Demo: Speech Recognition in Chrome - touretzkyds/ai4k12 Wiki
- Name: SpeechRecognition
- Subject Area: speech recognition
- Type: in-browser demo software (Google Chrome only)
- Grade(s): all ages
- URL: https://www.cs.cmu.edu/~dst/SpeechDemo
- Creators: Dave Touretzky and Sarah Pam
- License: public domain
Description: this demo uses the Google Speech API to record audio from the computer's microphone and return strings indicating the best hypotheses for what the speaker said. These hypotheses are displayed in rank order, highest score first. There will usually be more than one hypothesis, and sometimes none of them are correct. The demo illustrates the current state of the art in speech recognition, including its limitations.
Note: this demo only works in Google Chrome because other browsers do not yet implement in-browser speech recognition. Also, the machine must have a microphone, and a working network connection in order to access the Google Speech recognition service.
Some things to demonstrate:
- Longer utterances usually work better than one or two word utterances.
- Grammatical utterances are recognized much more easily than random strings of words.
- Careful enunciation improves the recognition rate.

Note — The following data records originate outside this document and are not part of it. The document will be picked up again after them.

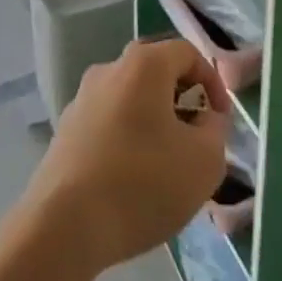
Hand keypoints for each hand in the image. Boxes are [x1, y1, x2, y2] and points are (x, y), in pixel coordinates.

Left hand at [23, 40, 230, 277]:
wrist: (62, 227)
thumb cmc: (142, 184)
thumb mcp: (204, 162)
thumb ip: (215, 131)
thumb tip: (205, 120)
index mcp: (144, 64)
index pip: (188, 53)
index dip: (212, 82)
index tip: (220, 120)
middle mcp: (110, 69)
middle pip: (156, 72)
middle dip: (181, 100)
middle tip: (194, 138)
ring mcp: (82, 100)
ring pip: (130, 99)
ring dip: (152, 121)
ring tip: (164, 164)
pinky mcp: (64, 132)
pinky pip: (107, 123)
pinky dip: (126, 139)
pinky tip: (131, 180)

- Homophones such as "which"/"witch" can often be disambiguated by context. Try these examples at yourdictionary.com.
- Non-words can sometimes be corrected based on context. Try these examples, where we replace 'grapes' or 'drapes' with the non-word 'brapes':
- "Start your fruit salad by cutting up the brapes"
- "Brighten the room by drawing back the brapes"
- Common sayings are recognized as a whole, not word by word. Compare these examples:
- "Able was I ere I saw Elba" (a well known palindrome; Google recognizes it)
- "Able were you ere you saw Elba" (not a palindrome and not well known; Google has trouble with this one)
- Why does Google have problems with "Able were you ere you saw Elba"? Two reasons:
- The syntax is unusual and slightly awkward.
- The word "ere", which means "before", is archaic and not used in modern conversational English, so Google does its best to interpret this sound as some more common word, such as "ear", unless the context strongly points to "ere".
- Try this quote from The Hobbit. Does Google get it? Do you think Google's training corpus might include famous literature?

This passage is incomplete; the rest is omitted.